WORK ORDER:
Check the records below for the word "positions" and state how many lines contain it, replying with the number only.

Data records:
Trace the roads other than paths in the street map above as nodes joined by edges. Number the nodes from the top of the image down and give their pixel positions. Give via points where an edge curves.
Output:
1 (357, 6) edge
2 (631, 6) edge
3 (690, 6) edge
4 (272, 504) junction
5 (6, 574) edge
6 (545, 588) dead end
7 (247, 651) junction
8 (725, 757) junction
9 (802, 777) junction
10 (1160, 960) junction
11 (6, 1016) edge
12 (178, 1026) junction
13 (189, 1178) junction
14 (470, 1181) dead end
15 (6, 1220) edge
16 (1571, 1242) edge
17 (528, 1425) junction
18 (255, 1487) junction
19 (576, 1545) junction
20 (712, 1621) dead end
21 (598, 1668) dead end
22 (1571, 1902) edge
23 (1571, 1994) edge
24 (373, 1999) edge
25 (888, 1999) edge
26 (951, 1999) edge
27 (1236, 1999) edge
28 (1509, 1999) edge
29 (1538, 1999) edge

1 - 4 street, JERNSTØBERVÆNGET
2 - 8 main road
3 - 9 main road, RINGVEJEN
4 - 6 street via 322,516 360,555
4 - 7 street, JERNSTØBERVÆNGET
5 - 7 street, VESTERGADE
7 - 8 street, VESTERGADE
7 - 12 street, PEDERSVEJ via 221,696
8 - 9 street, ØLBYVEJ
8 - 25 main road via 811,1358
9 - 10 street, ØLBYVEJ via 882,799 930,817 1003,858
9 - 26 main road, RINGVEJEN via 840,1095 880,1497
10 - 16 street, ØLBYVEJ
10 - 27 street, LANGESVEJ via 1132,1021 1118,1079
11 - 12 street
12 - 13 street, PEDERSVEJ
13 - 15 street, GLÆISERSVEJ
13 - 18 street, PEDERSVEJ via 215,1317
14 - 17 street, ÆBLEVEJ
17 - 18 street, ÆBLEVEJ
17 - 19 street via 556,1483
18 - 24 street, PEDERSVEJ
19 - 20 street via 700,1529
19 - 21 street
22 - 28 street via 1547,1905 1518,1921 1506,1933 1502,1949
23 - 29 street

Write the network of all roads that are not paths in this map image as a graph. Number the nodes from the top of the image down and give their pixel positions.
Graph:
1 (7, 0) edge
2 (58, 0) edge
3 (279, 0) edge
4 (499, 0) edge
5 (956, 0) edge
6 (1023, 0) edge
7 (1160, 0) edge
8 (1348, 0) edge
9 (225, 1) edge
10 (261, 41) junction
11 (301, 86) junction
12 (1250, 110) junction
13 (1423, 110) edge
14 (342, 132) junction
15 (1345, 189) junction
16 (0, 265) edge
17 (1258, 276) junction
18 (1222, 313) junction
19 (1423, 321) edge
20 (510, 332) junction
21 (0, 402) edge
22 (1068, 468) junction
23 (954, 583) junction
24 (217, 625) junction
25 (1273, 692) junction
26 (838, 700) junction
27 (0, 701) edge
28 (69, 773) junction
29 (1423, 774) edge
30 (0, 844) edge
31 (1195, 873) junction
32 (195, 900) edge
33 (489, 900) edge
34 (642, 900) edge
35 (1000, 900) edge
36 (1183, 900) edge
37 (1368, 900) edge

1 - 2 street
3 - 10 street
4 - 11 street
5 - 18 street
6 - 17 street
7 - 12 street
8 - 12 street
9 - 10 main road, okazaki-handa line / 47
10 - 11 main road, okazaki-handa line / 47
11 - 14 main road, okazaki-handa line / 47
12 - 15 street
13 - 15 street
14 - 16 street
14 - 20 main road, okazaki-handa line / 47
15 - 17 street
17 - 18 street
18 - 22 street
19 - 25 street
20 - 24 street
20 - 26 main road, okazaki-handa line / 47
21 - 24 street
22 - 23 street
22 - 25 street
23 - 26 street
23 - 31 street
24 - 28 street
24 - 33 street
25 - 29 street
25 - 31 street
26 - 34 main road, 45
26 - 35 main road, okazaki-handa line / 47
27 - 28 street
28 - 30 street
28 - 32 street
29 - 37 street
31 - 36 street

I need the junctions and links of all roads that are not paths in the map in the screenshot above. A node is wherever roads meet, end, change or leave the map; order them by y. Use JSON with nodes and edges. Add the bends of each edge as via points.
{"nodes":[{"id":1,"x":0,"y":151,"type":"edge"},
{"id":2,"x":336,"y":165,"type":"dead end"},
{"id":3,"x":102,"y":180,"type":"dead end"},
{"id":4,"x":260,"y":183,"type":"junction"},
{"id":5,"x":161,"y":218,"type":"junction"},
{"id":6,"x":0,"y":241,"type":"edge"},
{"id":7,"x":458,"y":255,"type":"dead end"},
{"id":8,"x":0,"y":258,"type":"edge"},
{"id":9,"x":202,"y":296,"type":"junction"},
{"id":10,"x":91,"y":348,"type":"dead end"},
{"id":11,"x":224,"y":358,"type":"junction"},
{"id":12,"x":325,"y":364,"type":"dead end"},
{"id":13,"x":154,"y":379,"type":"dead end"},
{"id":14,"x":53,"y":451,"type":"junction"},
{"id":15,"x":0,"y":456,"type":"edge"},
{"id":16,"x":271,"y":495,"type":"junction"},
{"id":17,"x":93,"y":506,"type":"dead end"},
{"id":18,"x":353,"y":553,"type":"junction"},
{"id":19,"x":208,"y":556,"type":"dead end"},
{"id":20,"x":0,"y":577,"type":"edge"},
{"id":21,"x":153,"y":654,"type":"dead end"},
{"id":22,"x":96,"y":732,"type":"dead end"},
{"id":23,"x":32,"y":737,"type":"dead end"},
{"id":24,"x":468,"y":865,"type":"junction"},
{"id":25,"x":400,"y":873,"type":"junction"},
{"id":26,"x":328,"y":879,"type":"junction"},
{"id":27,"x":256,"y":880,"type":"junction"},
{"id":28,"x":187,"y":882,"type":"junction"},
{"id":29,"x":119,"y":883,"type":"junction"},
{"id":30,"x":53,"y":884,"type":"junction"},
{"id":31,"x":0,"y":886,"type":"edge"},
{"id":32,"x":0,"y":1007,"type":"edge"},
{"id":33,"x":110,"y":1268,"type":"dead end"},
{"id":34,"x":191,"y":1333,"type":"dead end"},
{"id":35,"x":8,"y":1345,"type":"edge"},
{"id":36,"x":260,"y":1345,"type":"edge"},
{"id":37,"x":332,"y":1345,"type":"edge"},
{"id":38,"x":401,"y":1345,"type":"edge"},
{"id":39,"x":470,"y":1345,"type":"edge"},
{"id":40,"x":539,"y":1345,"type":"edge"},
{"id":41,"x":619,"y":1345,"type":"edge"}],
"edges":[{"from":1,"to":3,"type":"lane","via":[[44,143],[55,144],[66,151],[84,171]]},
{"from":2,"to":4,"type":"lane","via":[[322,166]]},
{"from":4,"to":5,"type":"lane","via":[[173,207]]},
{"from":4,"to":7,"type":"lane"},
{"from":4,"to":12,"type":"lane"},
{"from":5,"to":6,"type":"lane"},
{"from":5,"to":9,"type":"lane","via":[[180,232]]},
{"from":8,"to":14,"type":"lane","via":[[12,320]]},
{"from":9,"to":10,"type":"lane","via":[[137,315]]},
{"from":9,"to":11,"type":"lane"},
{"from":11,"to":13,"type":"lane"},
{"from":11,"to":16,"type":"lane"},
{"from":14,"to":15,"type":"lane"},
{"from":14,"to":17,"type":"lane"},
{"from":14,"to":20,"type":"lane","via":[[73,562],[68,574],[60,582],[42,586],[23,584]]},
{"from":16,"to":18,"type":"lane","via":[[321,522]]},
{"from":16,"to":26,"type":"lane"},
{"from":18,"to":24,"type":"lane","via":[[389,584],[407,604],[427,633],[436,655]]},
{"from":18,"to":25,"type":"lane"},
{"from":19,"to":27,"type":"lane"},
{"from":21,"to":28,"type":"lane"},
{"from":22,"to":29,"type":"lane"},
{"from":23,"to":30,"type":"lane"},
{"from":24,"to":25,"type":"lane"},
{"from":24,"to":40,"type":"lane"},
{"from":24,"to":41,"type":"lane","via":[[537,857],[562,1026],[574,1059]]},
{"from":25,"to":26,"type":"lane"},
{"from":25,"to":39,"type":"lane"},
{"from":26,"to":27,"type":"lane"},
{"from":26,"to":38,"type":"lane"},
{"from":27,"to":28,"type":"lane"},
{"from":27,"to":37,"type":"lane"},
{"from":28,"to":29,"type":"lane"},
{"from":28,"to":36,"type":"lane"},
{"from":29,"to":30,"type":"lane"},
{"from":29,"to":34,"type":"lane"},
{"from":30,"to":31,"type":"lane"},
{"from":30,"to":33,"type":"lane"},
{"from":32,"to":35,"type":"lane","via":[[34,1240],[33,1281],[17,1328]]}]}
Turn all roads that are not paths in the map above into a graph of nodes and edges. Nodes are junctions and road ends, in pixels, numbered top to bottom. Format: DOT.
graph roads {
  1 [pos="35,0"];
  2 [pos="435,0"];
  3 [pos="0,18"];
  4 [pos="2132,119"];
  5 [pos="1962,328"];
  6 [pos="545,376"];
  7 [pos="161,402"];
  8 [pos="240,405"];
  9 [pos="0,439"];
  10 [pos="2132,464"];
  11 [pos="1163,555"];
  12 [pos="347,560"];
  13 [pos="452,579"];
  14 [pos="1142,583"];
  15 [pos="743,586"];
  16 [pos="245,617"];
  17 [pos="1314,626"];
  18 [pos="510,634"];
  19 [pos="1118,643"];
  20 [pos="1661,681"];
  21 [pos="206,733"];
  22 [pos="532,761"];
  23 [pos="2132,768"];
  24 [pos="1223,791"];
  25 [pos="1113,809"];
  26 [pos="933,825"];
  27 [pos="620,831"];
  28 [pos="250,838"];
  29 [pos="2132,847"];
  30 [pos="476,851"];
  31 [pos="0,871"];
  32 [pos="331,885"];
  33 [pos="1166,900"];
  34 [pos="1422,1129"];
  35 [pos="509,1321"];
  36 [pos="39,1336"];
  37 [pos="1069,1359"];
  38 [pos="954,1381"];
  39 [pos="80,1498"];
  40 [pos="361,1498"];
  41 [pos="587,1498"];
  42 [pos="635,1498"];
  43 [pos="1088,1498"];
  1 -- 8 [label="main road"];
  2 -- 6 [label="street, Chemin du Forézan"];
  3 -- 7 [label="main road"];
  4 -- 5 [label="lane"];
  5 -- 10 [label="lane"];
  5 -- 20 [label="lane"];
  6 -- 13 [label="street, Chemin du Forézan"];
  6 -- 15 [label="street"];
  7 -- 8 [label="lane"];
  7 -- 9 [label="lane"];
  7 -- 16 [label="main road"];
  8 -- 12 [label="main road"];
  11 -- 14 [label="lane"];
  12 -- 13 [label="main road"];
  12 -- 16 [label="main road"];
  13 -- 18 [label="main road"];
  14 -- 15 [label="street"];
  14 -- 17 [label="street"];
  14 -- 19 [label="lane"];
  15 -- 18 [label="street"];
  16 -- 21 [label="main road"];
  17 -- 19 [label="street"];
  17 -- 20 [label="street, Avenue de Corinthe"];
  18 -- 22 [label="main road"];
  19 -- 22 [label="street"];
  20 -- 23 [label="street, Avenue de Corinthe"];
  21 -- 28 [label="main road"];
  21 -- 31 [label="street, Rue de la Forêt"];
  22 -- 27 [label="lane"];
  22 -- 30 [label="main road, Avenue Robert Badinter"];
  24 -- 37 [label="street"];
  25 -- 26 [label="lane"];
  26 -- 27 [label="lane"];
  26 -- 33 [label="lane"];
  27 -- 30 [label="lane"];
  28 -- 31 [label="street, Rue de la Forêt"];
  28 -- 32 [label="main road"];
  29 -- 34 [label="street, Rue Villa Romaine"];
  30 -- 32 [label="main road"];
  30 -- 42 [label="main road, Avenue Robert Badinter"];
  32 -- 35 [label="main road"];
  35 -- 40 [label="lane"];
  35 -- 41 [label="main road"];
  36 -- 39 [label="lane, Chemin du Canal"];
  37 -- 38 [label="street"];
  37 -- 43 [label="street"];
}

EXPECTED ANSWER:
2